In fact, there was very much a new media feel to the day, with the other main talking point being Facebook and its recent eclipse of Google – it kind of makes you wonder what the AOP will be talking about at their annual bash; box-outs and covermounts?
“In my 25 years of publishing, I can’t recall a device that has whipped up so much enthusiasm before”, said new PPA CEO Barry McIlheney about the iPad. There were two or three of the devices floating about, and whenever one was sighted, there was an audible buzz in the room!
Juan Señor, a partner in Innovation Media Consulting Group, said that it “recaptured the experience of reading”. He hailed it as offering a second life to magazine publishers, a device on which a defined pagination and an identifiable beginning, middle and end seemed almost normal. A bit like on paper.
But, Señor continued, it comes with a “velvet shackle”. Beware “biting the Apple if you haven’t the strength to negotiate with them.”
For the Guardian’s Tim Brooks, all those arguments about the superior reading experience of paper were fast disappearing, but he too warned about Apple: “Gaining their attention is enormously challenging.”
In fact, a near-demonization of Apple was emerging. John Zieser of US publisher Meredith, had a particularly large bucket of cold water for the iPad enthusiasts. Not only was the iPad a first generation project, but large numbers of tablet devices (most of which will be able to handle Flash) will be on the market by year-end.
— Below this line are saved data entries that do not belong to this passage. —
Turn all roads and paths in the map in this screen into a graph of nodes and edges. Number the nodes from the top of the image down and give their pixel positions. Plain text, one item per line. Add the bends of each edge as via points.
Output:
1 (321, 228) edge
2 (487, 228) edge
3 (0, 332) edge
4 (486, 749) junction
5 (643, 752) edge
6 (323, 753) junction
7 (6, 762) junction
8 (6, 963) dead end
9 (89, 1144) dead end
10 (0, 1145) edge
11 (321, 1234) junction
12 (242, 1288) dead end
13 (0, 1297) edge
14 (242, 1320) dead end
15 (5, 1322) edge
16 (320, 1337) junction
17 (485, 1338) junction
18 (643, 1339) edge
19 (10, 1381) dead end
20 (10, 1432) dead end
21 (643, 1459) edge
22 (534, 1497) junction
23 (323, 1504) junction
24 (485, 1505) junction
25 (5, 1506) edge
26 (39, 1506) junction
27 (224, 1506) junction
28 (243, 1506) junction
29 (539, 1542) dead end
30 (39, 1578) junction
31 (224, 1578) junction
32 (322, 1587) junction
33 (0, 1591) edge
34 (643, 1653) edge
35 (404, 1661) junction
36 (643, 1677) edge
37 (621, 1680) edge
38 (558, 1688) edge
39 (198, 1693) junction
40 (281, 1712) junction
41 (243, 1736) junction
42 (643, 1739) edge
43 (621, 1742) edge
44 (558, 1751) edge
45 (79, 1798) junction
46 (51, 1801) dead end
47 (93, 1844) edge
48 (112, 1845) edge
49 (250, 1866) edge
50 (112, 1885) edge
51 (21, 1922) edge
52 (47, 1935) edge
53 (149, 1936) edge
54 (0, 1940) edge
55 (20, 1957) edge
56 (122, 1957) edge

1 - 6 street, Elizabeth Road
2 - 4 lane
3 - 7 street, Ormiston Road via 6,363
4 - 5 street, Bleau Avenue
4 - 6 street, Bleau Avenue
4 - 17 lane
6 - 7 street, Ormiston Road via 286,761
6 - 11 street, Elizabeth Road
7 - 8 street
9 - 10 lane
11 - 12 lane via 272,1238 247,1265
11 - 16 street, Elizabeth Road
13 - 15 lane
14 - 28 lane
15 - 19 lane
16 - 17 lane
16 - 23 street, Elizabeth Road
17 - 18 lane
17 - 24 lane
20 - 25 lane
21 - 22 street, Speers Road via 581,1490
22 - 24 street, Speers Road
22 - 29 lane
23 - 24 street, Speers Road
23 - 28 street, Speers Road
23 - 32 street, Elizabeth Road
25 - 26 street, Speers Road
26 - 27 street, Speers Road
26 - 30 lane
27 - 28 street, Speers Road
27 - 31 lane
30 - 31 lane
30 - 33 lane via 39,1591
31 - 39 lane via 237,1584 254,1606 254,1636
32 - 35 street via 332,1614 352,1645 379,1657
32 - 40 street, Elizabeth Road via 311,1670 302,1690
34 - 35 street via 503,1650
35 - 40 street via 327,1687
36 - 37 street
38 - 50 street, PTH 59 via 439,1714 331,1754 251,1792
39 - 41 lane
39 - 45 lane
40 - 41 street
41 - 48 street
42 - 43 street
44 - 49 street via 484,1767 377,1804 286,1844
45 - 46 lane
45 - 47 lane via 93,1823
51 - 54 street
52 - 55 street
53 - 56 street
In 18 months’ time, Zieser continued, the iPad will not have the same market share as it has now.
Of course, Zieser and Meredith are part of the US consortium, Next Issue Media, whose aim is to develop open standards for a new digital storefront, something which puts them on a collision course with Apple, because, as Tim Brooks says, they are not about to “cede control of the apps market”.
For many speakers, now was a critical time for publishers in their negotiations with Apple, and other tablet providers. There are two areas of contention. One, naturally, is pricing and the proportion of the sale price retained by Apple. The other is access to customer data. You might think that UK publishers, with their customer-blind newstrade distribution model, would be quite relaxed about not knowing who their customers are – after all, they never knew before. But, the playing field has changed, and in the digital space, UK publishers do expect to know. Besides, the traditional subs-model of US publishers, who will be the ones leading the negotiations, means that they have always known who the majority of their customers were and they don’t take kindly to being kept in the dark now.
The success or otherwise of this jockeying for position could have a profound bearing on the levels of publisher profitability, as well as on the nature of marketing communications, for years to come. Let battle begin!
The big loser in all of this? The Kindle, apparently. According to one speaker, and I forget who it was, “the Kindle is stuffed; a single-use device at that price point has no future.” Perhaps; although when it comes to standing up to Apple, Amazon might just be one of the few big enough to do it.